Но Абельзон молчал, лицо его страшно побледнело, и удивительные глаза, сила которых заставляла каждого смиряться и замолкать, бессильно опустились перед спокойным, холодным взглядом великого розенкрейцера.
– Барон фон Мелленбург, – обратился Захарьев-Овинов к важному, величественному немцу, – скажи мне, одержал ли ты победу над своим честолюбием, не приходят ли к тебе до сих пор минуты, когда ты готов отказаться от великого учительства и бежать из братства, захватив с собою все знания, какие помогли бы тебе удовлетворить твоей страсти? Не мечтаешь ли ты о блеске и власти и не находишь ли ту власть, которой обладаешь, незавидной, ибо она ведома только в небольшом кружке розенкрейцеров высших посвящений?.. Ты тоже, как и брат Albus, в постоянной борьбе с самим собою. Это ли счастье? Что же, или я клевещу на тебя?.. Скажи, что я клевещу, – и я буду просить у тебя прощения…

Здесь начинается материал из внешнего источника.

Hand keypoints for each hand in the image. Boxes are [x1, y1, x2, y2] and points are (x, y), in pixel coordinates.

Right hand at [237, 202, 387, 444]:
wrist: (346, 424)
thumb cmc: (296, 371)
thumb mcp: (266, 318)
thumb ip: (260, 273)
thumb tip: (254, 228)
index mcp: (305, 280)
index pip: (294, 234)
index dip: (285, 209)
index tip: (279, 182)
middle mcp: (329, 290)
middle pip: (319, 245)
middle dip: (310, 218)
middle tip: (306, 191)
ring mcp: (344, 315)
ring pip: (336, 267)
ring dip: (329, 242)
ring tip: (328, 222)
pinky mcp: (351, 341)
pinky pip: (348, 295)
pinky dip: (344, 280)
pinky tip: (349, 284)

– Мы признали тебя своим главою, великий светоносец, – медленно произнес барон фон Мелленбург, – читая в душе нашей, ты еще раз доказываешь то, что мы уже знаем, то есть твою власть и силу… И если ты начал с признания своего голода и своей жажды, то для нас нет унижения быть слабыми и несчастными, несмотря на все наши знания…
– Зачем же ты так уверенно ответил на мой вопрос, зачем объявил, что ты счастлив?.. Почему же ты подумал, что можешь скрыть от меня истину?

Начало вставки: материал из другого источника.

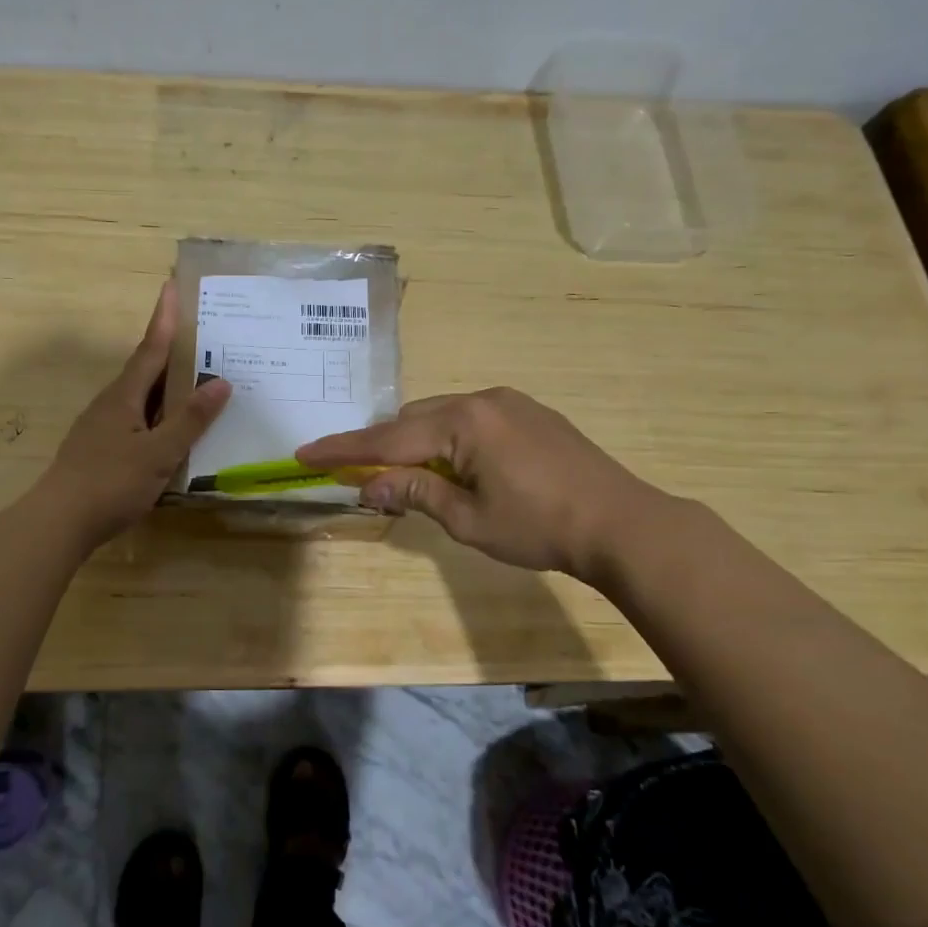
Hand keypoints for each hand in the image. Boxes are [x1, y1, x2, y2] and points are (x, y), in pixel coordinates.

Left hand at [41, 280, 231, 548]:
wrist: (59, 521)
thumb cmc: (111, 482)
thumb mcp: (159, 453)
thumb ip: (190, 419)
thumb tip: (222, 382)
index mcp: (124, 396)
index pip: (150, 348)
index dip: (163, 319)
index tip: (171, 286)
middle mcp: (111, 404)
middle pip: (145, 369)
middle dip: (170, 350)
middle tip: (200, 336)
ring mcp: (102, 427)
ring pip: (140, 397)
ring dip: (165, 385)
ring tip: (195, 381)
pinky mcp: (100, 449)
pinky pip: (136, 420)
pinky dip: (157, 414)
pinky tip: (171, 430)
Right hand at [295, 387, 668, 581]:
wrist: (622, 523)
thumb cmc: (540, 527)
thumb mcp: (468, 519)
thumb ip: (415, 493)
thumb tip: (368, 487)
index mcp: (462, 422)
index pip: (387, 439)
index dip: (343, 449)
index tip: (305, 453)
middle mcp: (481, 399)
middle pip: (411, 419)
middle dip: (383, 446)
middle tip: (361, 477)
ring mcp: (508, 402)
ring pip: (440, 415)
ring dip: (417, 442)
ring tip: (411, 478)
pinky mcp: (529, 412)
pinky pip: (469, 417)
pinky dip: (447, 438)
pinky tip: (456, 466)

Барон фон Мелленбург взглянул на старца, ища в нем поддержки. Но старец сидел неподвижно, сдвинув брови, с почти потухшим взглядом, устремленным в одну точку. Он ни одним словом, ни одним движением не поддержал великого учителя. Ведь и он, величайший из мудрецов, так же точно обвинялся во лжи, в легкомысленной лжи – и ему нечего было ответить на это обвинение. Он только чувствовал свое унижение, свое бессилие, мучительно чувствовал напор бури, которая разразилась и с которой нельзя бороться.
– А ты, граф Хоростовский, – обратился великий розенкрейцер к другому сухому старику, сидевшему тоже опустив голову, – у тебя и помимо «красного льва» собраны несметные богатства, и лежат они как ненужный хлам, непригодный ни для тебя, ни для других. За все долгие годы твоей жизни ты не видал вокруг себя ни одной улыбки, ты никому не сделал сознательного зла, но и добра тоже не сделал… И тебе холодно, и тебе скучно, и вот теперь ты сидишь с опущенной головою, потому что в первый раз в жизни я этими своими словами пробудил в тебе сознание, что тебе холодно и скучно!..
Старый граф только еще ниже опустил голову. Перед ним мелькала вся его жизнь, прошедшая в поисках за неведомым и в нахождении того, что не давало никакого тепла, никакого счастья.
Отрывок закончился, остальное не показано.